NATURAL SELECTION No matter how fearful or fearless we are, we humans seem biologically prepared to fear the threats our ancestors faced—spiders and snakes, enclosed spaces and heights, storms and darkness. (In the distant past, those who did not fear these threats were less likely to survive and leave descendants.) Thus, even in Britain, which has only one poisonous snake species, people often fear snakes. And we have these fears at very young ages. Preschool children detect snakes in a scene faster than they spot flowers, caterpillars, or frogs (LoBue & DeLoache, 2008). Our Stone Age fears are easy to condition and hard to extinguish (Davey, 1995; Öhman, 1986).

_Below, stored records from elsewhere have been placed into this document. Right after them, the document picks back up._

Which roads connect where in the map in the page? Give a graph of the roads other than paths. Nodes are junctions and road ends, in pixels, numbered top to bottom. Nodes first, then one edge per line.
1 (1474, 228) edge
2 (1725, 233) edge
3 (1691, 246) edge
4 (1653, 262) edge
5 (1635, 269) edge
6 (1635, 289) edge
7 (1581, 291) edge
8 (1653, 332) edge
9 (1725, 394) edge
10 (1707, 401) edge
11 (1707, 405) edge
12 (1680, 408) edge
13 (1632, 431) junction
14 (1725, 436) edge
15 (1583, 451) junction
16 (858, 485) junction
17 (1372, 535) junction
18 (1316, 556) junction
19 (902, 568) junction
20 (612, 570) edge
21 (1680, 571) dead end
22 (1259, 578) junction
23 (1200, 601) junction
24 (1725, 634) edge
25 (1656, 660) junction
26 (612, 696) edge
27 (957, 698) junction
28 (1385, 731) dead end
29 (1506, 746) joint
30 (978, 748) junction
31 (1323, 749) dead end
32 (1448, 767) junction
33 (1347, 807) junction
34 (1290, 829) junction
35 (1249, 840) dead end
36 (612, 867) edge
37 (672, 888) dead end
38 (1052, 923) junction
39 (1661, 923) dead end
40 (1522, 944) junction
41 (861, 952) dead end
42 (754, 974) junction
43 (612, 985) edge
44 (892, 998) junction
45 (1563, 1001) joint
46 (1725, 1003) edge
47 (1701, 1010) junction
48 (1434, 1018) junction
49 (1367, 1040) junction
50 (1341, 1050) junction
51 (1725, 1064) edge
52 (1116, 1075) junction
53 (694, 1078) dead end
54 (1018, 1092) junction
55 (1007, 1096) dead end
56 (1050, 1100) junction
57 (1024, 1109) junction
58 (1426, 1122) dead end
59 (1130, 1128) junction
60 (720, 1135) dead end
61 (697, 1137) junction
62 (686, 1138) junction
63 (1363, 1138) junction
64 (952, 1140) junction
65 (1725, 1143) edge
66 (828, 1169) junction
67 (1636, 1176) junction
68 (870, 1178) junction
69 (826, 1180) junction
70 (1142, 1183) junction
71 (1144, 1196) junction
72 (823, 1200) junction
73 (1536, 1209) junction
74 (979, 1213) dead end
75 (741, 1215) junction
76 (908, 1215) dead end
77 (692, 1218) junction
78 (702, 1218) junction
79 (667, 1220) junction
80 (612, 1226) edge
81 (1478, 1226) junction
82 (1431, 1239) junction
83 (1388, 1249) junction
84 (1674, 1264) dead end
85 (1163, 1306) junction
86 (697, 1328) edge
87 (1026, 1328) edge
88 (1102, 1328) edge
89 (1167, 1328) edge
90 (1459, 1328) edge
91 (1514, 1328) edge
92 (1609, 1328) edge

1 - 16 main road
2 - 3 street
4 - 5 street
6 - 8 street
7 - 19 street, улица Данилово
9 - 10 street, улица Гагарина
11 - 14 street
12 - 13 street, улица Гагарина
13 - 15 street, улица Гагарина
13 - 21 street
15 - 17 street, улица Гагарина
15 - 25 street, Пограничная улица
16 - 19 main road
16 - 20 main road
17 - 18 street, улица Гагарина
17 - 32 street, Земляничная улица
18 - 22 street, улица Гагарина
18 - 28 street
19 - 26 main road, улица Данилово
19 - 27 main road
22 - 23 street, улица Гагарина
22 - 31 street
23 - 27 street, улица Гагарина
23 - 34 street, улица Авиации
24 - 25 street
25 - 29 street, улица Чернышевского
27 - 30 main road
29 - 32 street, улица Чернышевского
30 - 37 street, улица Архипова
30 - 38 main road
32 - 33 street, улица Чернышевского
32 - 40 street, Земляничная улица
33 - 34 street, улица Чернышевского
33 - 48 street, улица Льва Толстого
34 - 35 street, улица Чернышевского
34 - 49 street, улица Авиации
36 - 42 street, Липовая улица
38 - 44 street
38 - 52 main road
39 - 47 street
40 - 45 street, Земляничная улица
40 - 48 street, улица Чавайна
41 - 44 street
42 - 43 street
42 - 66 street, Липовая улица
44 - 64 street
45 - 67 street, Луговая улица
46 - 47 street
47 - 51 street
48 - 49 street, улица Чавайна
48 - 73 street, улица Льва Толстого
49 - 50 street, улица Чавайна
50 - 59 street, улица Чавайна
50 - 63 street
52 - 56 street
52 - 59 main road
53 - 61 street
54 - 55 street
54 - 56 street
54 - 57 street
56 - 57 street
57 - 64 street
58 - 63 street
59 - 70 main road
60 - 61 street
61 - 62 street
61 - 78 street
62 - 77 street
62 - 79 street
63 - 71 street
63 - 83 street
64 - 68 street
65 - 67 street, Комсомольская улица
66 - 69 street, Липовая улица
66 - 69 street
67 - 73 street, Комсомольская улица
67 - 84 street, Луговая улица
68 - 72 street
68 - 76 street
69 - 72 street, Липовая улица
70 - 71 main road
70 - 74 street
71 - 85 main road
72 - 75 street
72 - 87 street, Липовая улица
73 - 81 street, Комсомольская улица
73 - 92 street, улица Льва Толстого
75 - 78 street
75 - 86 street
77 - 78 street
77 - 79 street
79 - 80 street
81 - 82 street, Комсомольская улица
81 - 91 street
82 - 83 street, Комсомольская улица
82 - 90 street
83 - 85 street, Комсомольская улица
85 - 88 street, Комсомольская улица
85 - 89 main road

Some of our modern fears may also stem from our evolutionary past. For example, a fear of flying may have grown from a fear of confinement and heights, which can be traced to our biological past. Our phobias focus on dangers our ancestors faced.

Compare these easily conditioned fears to what we humans don’t easily learn to fear. World War II air raids, for example, produced remarkably few lasting phobias. As the air strikes continued, the British, Japanese, and German populations did not become more and more panicked. Rather, they grew more indifferent to planes outside their immediate neighborhood (Mineka & Zinbarg, 1996). Evolution has not prepared us to fear bombs dropping from the sky.

Martin Harvey/Jupiterimages

Just as our phobias focus on dangers faced by our ancestors, our compulsive acts typically exaggerate behaviors that contributed to our species’ survival. Grooming gone wild becomes hair pulling. Washing up becomes ritual hand washing. Checking territorial boundaries becomes repeatedly rechecking an already locked door (Rapoport, 1989).

The biological perspective explains a great deal, but it cannot explain the sharp increase in the anxiety levels of U.S. children and college students over the last half-century. That increase appears related to unrealistic expectations, a greater focus on the self than on the community, and a loss of social support (Twenge, 2000). Thus, natural selection shapes our anxious tendencies, but culture and experience also influence our reactions.

RETRIEVE + REMEMBER

Question 13.6

Researchers believe that anxiety disorders, OCD, and PTSD are influenced by conditioning and cognition. What other factors contribute to these disorders?

Biological factors also play a role. They may include inherited temperament and other gene variations; learned fears that have altered brain pathways; and outdated, inherited responses that had survival value for our distant ancestors.